What annoys you about SF?


  1. Specifically San Francisco? The not being able to turn left until you hit the ocean is a good one. The "For Hire" light joke is universal, and I think it gets more and more amusing for cab drivers as it gets colder and later. I don't live in San Francisco, so not a lot of things annoy me about the city, besides when people from the city move to San Diego and talk about how much better San Francisco is than SD, despite moving. Then again, I am white. Good list! I laughed out loud at the observation about running with a water bottle.

  2. The homeless people who feel entitled to walk in the street and block traffic whenever and wherever they feel.

    The parking cop who gives you a ticket anyway after begging for lenience.

    The fact that we can never have more than three nice days in the row before the bitter and angry winds blow fierce off the pacific and fog envelops every corner of life.

    Knowing that whenever you want to go to the Trader Joes on Masonic that you will have to wait in the line of cars a half mile long just to park.

    Getting on a crowded bus, morning commute, in the front, squished repeatedly until the driver won't accept any more passengers, standing on one leg and leaning at a 45 degree angle and seeing that the back of the bus is nearly empty but no one will move towards the back.

  3. When critical mass riders block all traffic for hours, including buses where people are making an effort not to drive. Go pedal yourselves right on outta here.

  4. Oh man, I feel like I have to represent The Pedestrian here.

    How about people who are violent if you ride your bike on the sidewalk to actually get to your apartment (on crazy Pine st. or other busy streets where drivers are murderers and there is no bike lane)? It's like, sorry, man, I didn't feel like dying today and have to get home somehow.

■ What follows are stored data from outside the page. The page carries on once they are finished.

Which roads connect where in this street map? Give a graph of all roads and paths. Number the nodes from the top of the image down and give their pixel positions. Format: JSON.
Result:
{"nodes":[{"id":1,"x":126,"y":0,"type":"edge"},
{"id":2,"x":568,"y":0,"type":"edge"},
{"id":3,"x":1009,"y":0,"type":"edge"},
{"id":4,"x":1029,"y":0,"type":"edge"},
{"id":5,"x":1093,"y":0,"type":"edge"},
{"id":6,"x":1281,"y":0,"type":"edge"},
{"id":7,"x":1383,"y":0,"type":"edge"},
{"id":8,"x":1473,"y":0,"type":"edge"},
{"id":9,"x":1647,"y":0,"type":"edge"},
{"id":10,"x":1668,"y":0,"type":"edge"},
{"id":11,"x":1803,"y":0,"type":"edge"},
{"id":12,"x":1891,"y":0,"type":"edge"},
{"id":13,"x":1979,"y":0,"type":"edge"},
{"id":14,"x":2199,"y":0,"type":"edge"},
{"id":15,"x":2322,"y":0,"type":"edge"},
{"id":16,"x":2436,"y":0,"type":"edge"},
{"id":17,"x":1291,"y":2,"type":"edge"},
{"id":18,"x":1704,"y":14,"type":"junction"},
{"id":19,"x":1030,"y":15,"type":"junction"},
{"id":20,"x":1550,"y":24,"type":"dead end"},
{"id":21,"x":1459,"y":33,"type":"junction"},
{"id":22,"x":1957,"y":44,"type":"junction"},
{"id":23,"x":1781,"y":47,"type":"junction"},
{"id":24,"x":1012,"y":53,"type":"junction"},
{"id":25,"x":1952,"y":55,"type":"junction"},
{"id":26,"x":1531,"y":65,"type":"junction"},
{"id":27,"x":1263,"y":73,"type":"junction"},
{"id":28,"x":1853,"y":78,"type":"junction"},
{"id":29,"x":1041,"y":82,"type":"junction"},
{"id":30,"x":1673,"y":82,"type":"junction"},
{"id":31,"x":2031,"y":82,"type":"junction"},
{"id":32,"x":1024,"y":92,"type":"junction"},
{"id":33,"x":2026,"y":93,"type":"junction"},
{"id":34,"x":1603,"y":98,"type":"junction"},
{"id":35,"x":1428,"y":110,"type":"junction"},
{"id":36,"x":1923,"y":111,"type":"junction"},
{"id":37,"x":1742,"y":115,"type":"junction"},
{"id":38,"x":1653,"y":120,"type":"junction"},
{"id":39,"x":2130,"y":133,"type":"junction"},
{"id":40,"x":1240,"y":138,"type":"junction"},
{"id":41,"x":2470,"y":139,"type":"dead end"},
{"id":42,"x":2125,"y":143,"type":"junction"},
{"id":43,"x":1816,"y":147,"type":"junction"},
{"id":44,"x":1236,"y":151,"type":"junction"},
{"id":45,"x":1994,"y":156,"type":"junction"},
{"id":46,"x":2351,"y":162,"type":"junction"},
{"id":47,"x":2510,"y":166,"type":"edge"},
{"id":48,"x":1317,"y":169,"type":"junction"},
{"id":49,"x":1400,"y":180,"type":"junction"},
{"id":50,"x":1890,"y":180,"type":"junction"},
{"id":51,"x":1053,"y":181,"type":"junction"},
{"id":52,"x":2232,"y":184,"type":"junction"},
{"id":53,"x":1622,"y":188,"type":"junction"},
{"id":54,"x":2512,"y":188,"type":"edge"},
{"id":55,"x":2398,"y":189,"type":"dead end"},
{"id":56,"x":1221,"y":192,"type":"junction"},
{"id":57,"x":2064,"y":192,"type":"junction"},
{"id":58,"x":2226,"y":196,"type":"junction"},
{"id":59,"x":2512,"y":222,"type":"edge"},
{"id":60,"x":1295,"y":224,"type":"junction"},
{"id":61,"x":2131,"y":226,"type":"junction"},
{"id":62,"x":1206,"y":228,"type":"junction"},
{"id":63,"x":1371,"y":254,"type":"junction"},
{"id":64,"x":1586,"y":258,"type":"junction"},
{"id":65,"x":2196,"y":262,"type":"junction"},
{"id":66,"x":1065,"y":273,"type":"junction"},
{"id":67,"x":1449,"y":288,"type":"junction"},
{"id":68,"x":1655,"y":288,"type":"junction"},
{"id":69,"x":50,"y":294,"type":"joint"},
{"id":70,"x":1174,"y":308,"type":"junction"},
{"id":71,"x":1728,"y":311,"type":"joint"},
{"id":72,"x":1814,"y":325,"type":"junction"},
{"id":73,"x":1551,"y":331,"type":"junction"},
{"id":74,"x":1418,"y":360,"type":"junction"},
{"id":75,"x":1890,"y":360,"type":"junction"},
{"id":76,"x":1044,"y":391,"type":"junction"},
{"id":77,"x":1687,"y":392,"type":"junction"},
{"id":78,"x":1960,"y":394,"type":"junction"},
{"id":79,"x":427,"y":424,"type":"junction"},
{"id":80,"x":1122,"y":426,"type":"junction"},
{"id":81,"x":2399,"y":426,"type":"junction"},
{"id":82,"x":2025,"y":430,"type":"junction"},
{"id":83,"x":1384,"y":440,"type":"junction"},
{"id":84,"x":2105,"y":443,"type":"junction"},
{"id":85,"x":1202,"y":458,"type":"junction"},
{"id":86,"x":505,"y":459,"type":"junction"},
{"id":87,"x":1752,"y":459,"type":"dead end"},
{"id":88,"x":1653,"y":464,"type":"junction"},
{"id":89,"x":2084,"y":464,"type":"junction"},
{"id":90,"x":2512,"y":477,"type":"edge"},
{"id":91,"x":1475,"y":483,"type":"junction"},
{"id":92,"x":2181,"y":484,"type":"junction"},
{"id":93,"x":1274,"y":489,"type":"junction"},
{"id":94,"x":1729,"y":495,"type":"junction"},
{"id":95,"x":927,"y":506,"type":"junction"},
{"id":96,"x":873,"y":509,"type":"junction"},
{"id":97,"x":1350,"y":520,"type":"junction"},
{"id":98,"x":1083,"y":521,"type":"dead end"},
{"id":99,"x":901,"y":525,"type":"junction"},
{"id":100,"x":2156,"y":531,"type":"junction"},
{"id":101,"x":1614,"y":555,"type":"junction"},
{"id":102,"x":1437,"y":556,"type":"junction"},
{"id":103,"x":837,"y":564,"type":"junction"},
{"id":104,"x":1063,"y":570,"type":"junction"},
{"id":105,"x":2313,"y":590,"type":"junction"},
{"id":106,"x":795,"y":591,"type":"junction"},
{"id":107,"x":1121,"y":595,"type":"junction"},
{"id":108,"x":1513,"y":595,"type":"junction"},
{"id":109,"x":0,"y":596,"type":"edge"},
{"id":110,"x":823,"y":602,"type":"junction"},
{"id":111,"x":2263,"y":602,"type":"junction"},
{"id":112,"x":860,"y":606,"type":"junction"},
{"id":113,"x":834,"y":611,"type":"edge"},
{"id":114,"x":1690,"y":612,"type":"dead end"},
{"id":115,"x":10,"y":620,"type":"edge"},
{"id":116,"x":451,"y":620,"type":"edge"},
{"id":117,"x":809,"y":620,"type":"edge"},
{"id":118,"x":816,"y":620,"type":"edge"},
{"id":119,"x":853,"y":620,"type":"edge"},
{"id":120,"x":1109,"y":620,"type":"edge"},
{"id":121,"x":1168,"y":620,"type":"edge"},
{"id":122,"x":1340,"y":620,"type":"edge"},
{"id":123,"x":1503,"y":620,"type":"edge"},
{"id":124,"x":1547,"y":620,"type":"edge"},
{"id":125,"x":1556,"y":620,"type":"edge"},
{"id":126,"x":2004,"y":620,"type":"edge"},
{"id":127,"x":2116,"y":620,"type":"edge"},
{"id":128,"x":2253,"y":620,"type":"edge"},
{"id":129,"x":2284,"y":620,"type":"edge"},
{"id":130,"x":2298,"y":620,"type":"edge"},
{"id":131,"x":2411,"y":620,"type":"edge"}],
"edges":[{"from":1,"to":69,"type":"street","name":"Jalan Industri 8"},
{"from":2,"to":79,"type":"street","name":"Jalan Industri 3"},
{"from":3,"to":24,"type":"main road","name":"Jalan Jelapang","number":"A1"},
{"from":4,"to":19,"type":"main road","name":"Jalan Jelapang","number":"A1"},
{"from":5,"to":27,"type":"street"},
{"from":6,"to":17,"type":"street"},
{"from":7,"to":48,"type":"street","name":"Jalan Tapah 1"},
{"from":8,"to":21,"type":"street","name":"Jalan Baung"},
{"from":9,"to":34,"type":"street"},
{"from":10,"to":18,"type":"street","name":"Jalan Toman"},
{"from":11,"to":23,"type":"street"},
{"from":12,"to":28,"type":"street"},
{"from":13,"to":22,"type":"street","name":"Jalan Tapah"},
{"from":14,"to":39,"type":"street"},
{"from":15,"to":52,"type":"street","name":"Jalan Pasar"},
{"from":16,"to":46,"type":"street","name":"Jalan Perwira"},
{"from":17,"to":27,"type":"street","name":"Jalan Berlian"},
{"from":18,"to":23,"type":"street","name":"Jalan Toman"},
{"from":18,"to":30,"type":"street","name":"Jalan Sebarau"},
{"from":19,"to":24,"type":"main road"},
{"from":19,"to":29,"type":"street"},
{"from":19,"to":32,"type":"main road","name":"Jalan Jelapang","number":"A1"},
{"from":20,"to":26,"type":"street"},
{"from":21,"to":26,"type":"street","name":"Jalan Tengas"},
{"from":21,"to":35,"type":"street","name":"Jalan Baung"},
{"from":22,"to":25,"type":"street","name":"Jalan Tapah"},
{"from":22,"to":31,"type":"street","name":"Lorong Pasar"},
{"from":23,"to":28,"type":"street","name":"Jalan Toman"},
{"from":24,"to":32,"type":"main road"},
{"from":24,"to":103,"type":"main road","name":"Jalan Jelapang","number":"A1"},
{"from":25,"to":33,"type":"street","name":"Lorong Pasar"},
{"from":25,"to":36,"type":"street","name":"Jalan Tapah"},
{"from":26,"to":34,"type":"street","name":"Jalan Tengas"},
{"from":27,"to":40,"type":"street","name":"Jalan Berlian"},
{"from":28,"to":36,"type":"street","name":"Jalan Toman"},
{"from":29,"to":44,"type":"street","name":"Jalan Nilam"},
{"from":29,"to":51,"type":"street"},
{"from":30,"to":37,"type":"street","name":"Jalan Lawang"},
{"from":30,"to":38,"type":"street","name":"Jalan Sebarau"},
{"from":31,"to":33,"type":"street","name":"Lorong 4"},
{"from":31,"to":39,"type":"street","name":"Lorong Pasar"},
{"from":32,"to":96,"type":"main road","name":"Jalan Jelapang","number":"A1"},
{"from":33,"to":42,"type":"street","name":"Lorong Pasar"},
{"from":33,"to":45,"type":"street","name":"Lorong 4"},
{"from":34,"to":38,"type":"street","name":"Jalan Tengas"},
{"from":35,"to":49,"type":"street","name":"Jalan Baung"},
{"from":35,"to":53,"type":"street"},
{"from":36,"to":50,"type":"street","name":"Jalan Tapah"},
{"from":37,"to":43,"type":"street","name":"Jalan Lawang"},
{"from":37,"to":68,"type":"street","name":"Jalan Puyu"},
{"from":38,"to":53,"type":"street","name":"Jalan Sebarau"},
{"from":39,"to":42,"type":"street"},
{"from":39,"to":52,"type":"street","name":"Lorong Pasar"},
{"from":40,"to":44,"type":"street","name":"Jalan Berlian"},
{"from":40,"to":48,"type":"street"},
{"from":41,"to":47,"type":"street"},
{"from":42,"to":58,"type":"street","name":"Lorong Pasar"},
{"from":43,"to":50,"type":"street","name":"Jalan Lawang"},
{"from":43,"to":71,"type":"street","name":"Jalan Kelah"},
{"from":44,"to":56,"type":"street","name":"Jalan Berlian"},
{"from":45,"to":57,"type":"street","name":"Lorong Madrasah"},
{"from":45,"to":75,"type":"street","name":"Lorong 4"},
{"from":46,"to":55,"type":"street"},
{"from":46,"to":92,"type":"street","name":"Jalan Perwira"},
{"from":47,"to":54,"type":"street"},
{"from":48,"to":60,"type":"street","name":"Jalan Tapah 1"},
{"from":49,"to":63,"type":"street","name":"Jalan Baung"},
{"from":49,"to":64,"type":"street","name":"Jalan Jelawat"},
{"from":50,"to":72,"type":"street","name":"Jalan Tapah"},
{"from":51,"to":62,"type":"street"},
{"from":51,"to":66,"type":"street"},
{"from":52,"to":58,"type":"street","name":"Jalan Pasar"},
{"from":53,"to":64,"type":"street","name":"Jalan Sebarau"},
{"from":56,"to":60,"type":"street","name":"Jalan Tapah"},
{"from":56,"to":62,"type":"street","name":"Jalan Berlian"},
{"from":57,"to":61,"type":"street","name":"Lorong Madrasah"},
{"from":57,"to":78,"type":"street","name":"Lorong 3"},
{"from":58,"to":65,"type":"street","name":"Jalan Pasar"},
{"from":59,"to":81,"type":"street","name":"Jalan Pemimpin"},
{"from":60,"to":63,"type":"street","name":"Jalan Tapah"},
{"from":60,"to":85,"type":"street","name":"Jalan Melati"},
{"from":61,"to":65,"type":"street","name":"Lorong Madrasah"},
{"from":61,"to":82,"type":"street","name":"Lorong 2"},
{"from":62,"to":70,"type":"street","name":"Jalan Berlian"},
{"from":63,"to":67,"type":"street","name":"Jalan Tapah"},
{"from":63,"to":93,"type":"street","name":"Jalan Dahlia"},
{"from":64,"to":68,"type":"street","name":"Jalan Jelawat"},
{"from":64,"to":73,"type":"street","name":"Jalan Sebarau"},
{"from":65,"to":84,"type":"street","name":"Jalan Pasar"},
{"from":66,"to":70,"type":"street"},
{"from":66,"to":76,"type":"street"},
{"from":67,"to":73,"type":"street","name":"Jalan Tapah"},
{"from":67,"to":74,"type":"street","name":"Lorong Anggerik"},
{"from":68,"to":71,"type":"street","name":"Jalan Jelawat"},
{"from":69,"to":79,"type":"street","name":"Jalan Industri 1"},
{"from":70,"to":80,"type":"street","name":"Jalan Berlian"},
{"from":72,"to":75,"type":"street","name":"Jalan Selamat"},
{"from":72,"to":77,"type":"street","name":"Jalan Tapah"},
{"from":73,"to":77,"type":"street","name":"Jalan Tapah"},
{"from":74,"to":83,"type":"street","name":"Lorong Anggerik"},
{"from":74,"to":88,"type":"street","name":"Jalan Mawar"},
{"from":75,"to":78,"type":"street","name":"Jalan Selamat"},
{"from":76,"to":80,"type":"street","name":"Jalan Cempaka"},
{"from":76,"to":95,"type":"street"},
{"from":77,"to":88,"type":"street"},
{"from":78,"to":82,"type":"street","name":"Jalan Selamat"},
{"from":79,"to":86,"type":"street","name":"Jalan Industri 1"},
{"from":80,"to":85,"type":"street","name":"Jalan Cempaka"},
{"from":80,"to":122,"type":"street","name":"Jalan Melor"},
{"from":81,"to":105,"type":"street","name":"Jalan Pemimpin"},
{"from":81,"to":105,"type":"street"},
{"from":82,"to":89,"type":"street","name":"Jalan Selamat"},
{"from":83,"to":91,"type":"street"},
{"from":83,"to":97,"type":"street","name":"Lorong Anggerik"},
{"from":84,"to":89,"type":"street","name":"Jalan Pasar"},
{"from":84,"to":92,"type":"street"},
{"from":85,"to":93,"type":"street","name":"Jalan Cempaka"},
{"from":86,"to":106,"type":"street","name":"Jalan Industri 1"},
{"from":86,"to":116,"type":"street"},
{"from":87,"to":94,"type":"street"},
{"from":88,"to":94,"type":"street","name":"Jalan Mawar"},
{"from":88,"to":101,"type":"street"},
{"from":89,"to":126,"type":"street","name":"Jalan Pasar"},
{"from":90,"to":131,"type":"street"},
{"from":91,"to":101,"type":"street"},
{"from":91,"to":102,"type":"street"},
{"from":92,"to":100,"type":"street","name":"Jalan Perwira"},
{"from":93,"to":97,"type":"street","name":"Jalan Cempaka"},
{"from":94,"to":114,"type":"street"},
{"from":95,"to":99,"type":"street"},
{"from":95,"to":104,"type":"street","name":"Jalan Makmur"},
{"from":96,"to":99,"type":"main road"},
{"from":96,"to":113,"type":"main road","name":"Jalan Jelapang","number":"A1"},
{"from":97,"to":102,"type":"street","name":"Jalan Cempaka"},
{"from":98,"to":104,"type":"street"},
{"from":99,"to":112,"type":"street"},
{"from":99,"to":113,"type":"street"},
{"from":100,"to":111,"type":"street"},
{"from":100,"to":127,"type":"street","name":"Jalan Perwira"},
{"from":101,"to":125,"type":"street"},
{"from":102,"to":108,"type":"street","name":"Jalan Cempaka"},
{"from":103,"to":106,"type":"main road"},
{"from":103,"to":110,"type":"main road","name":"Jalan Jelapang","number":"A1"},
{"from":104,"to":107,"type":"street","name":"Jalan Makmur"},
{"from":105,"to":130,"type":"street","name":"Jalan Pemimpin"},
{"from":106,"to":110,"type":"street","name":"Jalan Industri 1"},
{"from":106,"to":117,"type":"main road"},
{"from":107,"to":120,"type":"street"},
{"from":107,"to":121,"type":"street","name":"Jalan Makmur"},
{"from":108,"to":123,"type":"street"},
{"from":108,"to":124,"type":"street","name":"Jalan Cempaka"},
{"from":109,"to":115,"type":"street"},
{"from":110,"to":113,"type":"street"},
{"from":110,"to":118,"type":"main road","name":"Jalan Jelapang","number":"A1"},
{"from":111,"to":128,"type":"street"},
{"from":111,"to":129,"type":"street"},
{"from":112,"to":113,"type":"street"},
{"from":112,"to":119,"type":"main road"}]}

    Note: I could be the one glaring at you for coming close to running me over in the crosswalk. And you're right, double glare for the cell phone. What is a pedestrian to do if they can't walk on green? I almost saw a small child get run over. Someone's dog was run over!

    When I go to get coffee on my way to somewhere and there is someone who clearly needs more socialization and spends what seems like forever looking at pastries and deciding on their drink of choice. "I've been thinking about a paaaastry. What is good?"

    When people leave doors open at restaurants. This city is cold!

    When men make smoochy noises at me on the street while looking me straight in the eyes. Does that ever work? It makes me feel like a puppy.

    When people bark at my dog.

    Slow walkers. Moving roadblocks.

    Any kind of personal hygiene type behavior on BART or the bus (picking nose, clipping nails, shaving with an electric shaver and tapping out the contents - I have seen all of them).

    When people glare at me for smiling at their baby/toddler.

    I should probably stop. I'm getting all worked up!

  5. I have another one…
    Why, in the city of conservation, do I get 12 phone books delivered to my door every three months? Does anyone even still use phone books?

  6. I didn't live in SF during my 4 years in the Bay Area - I could probably write an entire blog about what was wrong with Berkeley, though.

    One thing: why is it that when someone in SF or the Bay Area in general finds out you moved from So Cal (or you're a So Cal native) the very next thing out of their mouths is one of the following:

    "don't you like it SO much better up here?" or "which do you like better, the Bay Area or So Cal?

    Is there some sort of unofficial tally? Are these people keeping score of which one is better? And why does it matter which one I like better? I guarantee you no one in LA gives a crap whether or not you like SF better.

    I also think the love affair with Gavin Newsom is a little weird. But otherwise, I must say I love SF...but equal to my love for So Cal, lest I get caught up in that unofficial tally...

  7. I find the general attitude of SF can be annoying. At least LA knows its platic and superficial and at least they have a good time with it, but never ever tell SF they are like that because they are above that.

    I have to say that whole 3 buses in a row thing bugs the crap out of me especially when there were 10 One Californias that went by.